Dataset excerpts

- Opening Delimiter -

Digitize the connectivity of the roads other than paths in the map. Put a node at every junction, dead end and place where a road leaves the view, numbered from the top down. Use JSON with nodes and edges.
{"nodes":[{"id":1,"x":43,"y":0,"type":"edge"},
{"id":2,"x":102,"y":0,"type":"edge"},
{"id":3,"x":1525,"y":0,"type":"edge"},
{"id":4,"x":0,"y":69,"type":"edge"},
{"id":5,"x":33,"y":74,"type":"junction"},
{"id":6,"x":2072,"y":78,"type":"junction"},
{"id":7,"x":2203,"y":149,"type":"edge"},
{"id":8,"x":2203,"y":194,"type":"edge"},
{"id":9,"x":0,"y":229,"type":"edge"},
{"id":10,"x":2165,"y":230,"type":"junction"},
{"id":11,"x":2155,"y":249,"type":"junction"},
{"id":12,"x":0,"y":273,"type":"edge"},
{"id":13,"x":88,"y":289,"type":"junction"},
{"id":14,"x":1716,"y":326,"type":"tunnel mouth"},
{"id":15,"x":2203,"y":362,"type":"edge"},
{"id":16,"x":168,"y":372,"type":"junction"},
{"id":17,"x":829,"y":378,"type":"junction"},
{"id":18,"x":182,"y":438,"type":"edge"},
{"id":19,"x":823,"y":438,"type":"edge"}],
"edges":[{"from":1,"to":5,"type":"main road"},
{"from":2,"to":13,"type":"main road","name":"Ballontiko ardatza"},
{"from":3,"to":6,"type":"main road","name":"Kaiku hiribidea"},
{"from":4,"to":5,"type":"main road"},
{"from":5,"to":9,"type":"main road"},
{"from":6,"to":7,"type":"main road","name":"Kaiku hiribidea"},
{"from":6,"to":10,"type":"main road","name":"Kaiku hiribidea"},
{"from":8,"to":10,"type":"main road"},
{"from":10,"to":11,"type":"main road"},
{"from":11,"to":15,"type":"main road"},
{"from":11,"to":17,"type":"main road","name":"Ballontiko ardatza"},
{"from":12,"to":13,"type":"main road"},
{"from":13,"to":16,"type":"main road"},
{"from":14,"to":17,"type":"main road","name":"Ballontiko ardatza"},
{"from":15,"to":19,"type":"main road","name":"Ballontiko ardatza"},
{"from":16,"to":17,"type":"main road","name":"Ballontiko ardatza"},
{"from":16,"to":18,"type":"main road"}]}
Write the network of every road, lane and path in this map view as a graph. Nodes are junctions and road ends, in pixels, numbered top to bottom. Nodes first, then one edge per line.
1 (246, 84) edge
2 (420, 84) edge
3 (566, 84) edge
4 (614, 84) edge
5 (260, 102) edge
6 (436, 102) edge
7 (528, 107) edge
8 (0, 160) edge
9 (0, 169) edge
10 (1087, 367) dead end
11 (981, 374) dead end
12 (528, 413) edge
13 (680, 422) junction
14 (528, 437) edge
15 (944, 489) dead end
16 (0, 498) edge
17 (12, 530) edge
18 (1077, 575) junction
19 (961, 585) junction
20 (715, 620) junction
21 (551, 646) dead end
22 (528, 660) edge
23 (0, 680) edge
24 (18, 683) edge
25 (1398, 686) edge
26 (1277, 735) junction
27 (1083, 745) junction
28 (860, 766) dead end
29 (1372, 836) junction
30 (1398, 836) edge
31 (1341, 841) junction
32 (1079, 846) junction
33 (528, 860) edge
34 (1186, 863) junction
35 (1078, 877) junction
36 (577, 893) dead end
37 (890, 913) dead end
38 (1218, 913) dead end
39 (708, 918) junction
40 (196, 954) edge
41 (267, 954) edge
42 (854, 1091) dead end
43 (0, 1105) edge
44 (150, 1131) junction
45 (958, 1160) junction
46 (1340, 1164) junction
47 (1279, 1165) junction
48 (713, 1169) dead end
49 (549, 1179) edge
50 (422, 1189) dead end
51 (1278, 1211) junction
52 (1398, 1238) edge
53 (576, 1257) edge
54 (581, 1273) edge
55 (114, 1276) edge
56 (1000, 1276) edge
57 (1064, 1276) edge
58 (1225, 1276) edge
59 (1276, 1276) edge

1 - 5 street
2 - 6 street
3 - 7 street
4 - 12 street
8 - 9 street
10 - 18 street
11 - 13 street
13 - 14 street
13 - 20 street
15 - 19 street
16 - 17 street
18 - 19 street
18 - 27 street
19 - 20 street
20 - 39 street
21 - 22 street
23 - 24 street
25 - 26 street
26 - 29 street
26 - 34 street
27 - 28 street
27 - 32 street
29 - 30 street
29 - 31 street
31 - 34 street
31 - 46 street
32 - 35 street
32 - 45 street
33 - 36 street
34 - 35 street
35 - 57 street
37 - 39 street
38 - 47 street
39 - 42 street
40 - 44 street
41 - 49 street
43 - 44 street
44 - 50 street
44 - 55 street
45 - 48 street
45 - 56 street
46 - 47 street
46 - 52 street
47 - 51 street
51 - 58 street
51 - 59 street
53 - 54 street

- Closing Delimiter -

The answer should consist of all the lines above, retyped exactly.

Digitize the connectivity of the roads other than paths in the map. Put a node at every junction, dead end and place where a road leaves the view, numbered from the top down. Use JSON with nodes and edges.
{"nodes":[{"id":1,"x":43,"y":0,"type":"edge"},
{"id":2,"x":102,"y":0,"type":"edge"},
{"id":3,"x":1525,"y":0,"type":"edge"},
{"id":4,"x":0,"y":69,"type":"edge"},
{"id":5,"x":33,"y":74,"type":"junction"},
{"id":6,"x":2072,"y":78,"type":"junction"},
{"id":7,"x":2203,"y":149,"type":"edge"},
{"id":8,"x":2203,"y":194,"type":"edge"},
{"id":9,"x":0,"y":229,"type":"edge"},
{"id":10,"x":2165,"y":230,"type":"junction"},
{"id":11,"x":2155,"y":249,"type":"junction"},
{"id":12,"x":0,"y":273,"type":"edge"},
{"id":13,"x":88,"y":289,"type":"junction"},
{"id":14,"x":1716,"y":326,"type":"tunnel mouth"},
{"id":15,"x":2203,"y":362,"type":"edge"},
{"id":16,"x":168,"y":372,"type":"junction"},
{"id":17,"x":829,"y":378,"type":"junction"},
{"id":18,"x":182,"y":438,"type":"edge"},
{"id":19,"x":823,"y":438,"type":"edge"}],
"edges":[{"from":1,"to":5,"type":"main road"},
{"from":2,"to":13,"type":"main road","name":"Ballontiko ardatza"},
{"from":3,"to":6,"type":"main road","name":"Kaiku hiribidea"},
{"from":4,"to":5,"type":"main road"},
{"from":5,"to":9,"type":"main road"},
{"from":6,"to":7,"type":"main road","name":"Kaiku hiribidea"},
{"from":6,"to":10,"type":"main road","name":"Kaiku hiribidea"},
{"from":8,"to":10,"type":"main road"},
{"from":10,"to":11,"type":"main road"},
{"from":11,"to":15,"type":"main road"},
{"from":11,"to":17,"type":"main road","name":"Ballontiko ardatza"},
{"from":12,"to":13,"type":"main road"},
{"from":13,"to":16,"type":"main road"},
{"from":14,"to":17,"type":"main road","name":"Ballontiko ardatza"},
{"from":15,"to":19,"type":"main road","name":"Ballontiko ardatza"},
{"from":16,"to":17,"type":"main road","name":"Ballontiko ardatza"},
{"from":16,"to":18,"type":"main road"}]}
Write the network of every road, lane and path in this map view as a graph. Nodes are junctions and road ends, in pixels, numbered top to bottom. Nodes first, then one edge per line.
1 (246, 84) edge
2 (420, 84) edge
3 (566, 84) edge
4 (614, 84) edge
5 (260, 102) edge
6 (436, 102) edge
7 (528, 107) edge
8 (0, 160) edge
9 (0, 169) edge
10 (1087, 367) dead end
11 (981, 374) dead end
12 (528, 413) edge
13 (680, 422) junction
14 (528, 437) edge
15 (944, 489) dead end
16 (0, 498) edge
17 (12, 530) edge
18 (1077, 575) junction
19 (961, 585) junction
20 (715, 620) junction
21 (551, 646) dead end
22 (528, 660) edge
23 (0, 680) edge
24 (18, 683) edge
25 (1398, 686) edge
26 (1277, 735) junction
27 (1083, 745) junction
28 (860, 766) dead end
29 (1372, 836) junction
30 (1398, 836) edge
31 (1341, 841) junction
32 (1079, 846) junction
33 (528, 860) edge
34 (1186, 863) junction
35 (1078, 877) junction
36 (577, 893) dead end
37 (890, 913) dead end
38 (1218, 913) dead end
39 (708, 918) junction
40 (196, 954) edge
41 (267, 954) edge
42 (854, 1091) dead end
43 (0, 1105) edge
44 (150, 1131) junction
45 (958, 1160) junction
46 (1340, 1164) junction
47 (1279, 1165) junction
48 (713, 1169) dead end
49 (549, 1179) edge
50 (422, 1189) dead end
51 (1278, 1211) junction
52 (1398, 1238) edge
53 (576, 1257) edge
54 (581, 1273) edge
55 (114, 1276) edge
56 (1000, 1276) edge
57 (1064, 1276) edge
58 (1225, 1276) edge
59 (1276, 1276) edge

1 - 5 street
2 - 6 street
3 - 7 street
4 - 12 street
8 - 9 street
10 - 18 street
11 - 13 street
13 - 14 street
13 - 20 street
15 - 19 street
16 - 17 street
18 - 19 street
18 - 27 street
19 - 20 street
20 - 39 street
21 - 22 street
23 - 24 street
25 - 26 street
26 - 29 street
26 - 34 street
27 - 28 street
27 - 32 street
29 - 30 street
29 - 31 street
31 - 34 street
31 - 46 street
32 - 35 street
32 - 45 street
33 - 36 street
34 - 35 street
35 - 57 street
37 - 39 street
38 - 47 street
39 - 42 street
40 - 44 street
41 - 49 street
43 - 44 street
44 - 50 street
44 - 55 street
45 - 48 street
45 - 56 street
46 - 47 street
46 - 52 street
47 - 51 street
51 - 58 street
51 - 59 street
53 - 54 street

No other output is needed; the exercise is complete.